台東区の史跡


平安時代以降、奥州街道の隅田川渡河地点という交通上の要衝となった。江戸時代は寛永寺の門前町として発達した上野と、日本一の繁華街として長く賑わった浅草寺周辺を、中心として今日まで庶民の町を形成している。
 江戸時代、上野公園は寛永寺の境内で総坪数が36万坪の樹木の茂った静かな森でした。今の大噴水の辺りは竹の台と言われ、根本中堂を中心とした多数の壮麗な堂塔が点在していました。また、東照宮を始め徳川将軍家の霊廟等と共に東叡山は江戸第一の霊場でした。幕末、慶應4年(1868)に彰義隊の戦いで上野の山は1日の戦乱で諸堂宇の殆どが焼失しました。

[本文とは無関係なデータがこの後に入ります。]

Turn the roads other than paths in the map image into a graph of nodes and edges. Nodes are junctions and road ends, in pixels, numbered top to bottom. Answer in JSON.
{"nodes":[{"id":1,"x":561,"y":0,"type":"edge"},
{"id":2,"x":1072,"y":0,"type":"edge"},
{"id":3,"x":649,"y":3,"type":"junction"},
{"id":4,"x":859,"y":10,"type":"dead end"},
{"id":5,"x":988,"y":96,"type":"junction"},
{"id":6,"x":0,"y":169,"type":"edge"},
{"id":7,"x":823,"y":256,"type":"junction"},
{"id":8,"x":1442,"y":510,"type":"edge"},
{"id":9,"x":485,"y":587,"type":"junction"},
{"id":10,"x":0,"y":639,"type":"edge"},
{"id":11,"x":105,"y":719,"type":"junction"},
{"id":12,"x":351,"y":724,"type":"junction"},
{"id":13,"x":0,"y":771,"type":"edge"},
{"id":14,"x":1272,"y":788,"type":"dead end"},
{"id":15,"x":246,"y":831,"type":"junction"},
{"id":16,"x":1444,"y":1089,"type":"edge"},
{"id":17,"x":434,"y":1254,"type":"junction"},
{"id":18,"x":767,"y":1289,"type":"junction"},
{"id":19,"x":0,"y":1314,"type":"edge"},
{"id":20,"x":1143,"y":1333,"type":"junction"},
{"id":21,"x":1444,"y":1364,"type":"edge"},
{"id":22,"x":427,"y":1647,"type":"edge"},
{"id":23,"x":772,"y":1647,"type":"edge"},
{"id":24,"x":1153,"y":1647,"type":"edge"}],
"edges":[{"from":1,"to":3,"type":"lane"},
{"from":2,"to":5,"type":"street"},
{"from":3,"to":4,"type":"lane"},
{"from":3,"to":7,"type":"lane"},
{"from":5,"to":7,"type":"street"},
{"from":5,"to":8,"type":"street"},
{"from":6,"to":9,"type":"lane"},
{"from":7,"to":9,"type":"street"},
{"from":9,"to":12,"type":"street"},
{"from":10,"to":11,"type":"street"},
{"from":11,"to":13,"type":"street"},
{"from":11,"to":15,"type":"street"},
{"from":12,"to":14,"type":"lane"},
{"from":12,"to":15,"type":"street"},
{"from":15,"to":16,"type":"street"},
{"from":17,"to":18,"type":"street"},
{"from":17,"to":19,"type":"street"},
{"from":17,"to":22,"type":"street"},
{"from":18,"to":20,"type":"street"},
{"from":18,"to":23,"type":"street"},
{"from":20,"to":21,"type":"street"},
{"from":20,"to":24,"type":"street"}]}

 明治6年に日本最初の公園として出発し、今日、都民に最も親しまれています。


 
開山堂
開山堂
 寛永寺の開山天海僧正を(慈眼大師)を祭る、慈恵大師を併祀しているところから、一般には両大師と言い う。
上野大仏
上野大仏
 関東大震災で倒壊した、大仏の頭部を祀る。
上野黒門
黒門
 元は上野寛永寺の正門であった。上野戦争の時に彰義隊はこの門を本陣として戦った。 円通寺住職が放置されていた戦死者を境内に葬った縁で、明治40年(1907)に現在地に移された。 今も弾痕の跡が多数残っている。
上野東照宮
上野東照宮
 縁起・元和2年(1616年)2月4日、見舞いの為に駿府城にいた藤堂高虎と天海僧正は、危篤の家康公の病床に呼ばれ神君より三人一処に末永く魂鎮まるところを造って欲しいと遺言をされた。そこで藤堂家の屋敷地であるこの上野の山に、寛永4年、1627年に東照宮を造営した。けれど三代将軍家光は、この建物に満足出来ず、慶安4年、江戸の象徴、金色殿として改築した。
不忍弁天堂
不忍弁天堂
 上野公園の隣にあり、かつての東京湾の名残です。江戸時代は池の周囲に水茶屋が並び町民の遊び場でした。不忍池弁天堂は寛永寺の境外祠堂で寛永年間(1624〜44)に常陸下館城主水谷伊勢守が中島を築き堂を建てて弁財天を祀ったのに始まります。現在の堂は昭和33年の再建です。
巖有院霊廟勅額門
巖有院
 四代将軍家綱の霊廟は権現造りの華麗な建物であったが、戦災で焼失し勅額門、水盤舎、宝燈を残すのみです。
清水観音堂
清水観音堂
 清水観音堂は京都清水寺の僧が清水寺に安置されていた千手観音を天海僧正に献じたことに起因し、 寛永8年(1631)清水寺にならい創建されました。
浅草寺
浅草寺
   推古天皇36年(628)宮古川(今の隅田川)で投網漁をしていた檜前浜成、竹成兄弟が、1寸8分の聖観音黄金像を引き上げ土師直中知が像を迎え私邸に寺として安置したのが寺の起こり。大化元年(645)、諸国巡錫中の勝海が堂宇を建立し、本尊を安置し、秘仏と定めてから今日まで秘仏を目拝したものはいないと言います。
 源頼朝、足利尊氏、北条氏康など武将の尊尊をうけ、徳川家康入府後は寺領500石を受け、幕府の祈願所となった。昭和20年戦災により二天門、伝法院を残して諸堂宇を焼失、昭和33年本堂、49年には五重塔を再建した。
浅草神社
浅草神社
    浅草寺本堂の北にある浅草寺の鎮守で江戸時代は三者権現と言われていました。祭神は檜前浜成、竹成兄弟、土師直中知で後に東照宮を合祀した。本殿、弊殿、拝殿は共に慶安2年(1649)三代将軍家光によって再建されたものです。この神社の祭礼が三社祭りで、江戸時代から江戸三大祭りとして盛んに行われています。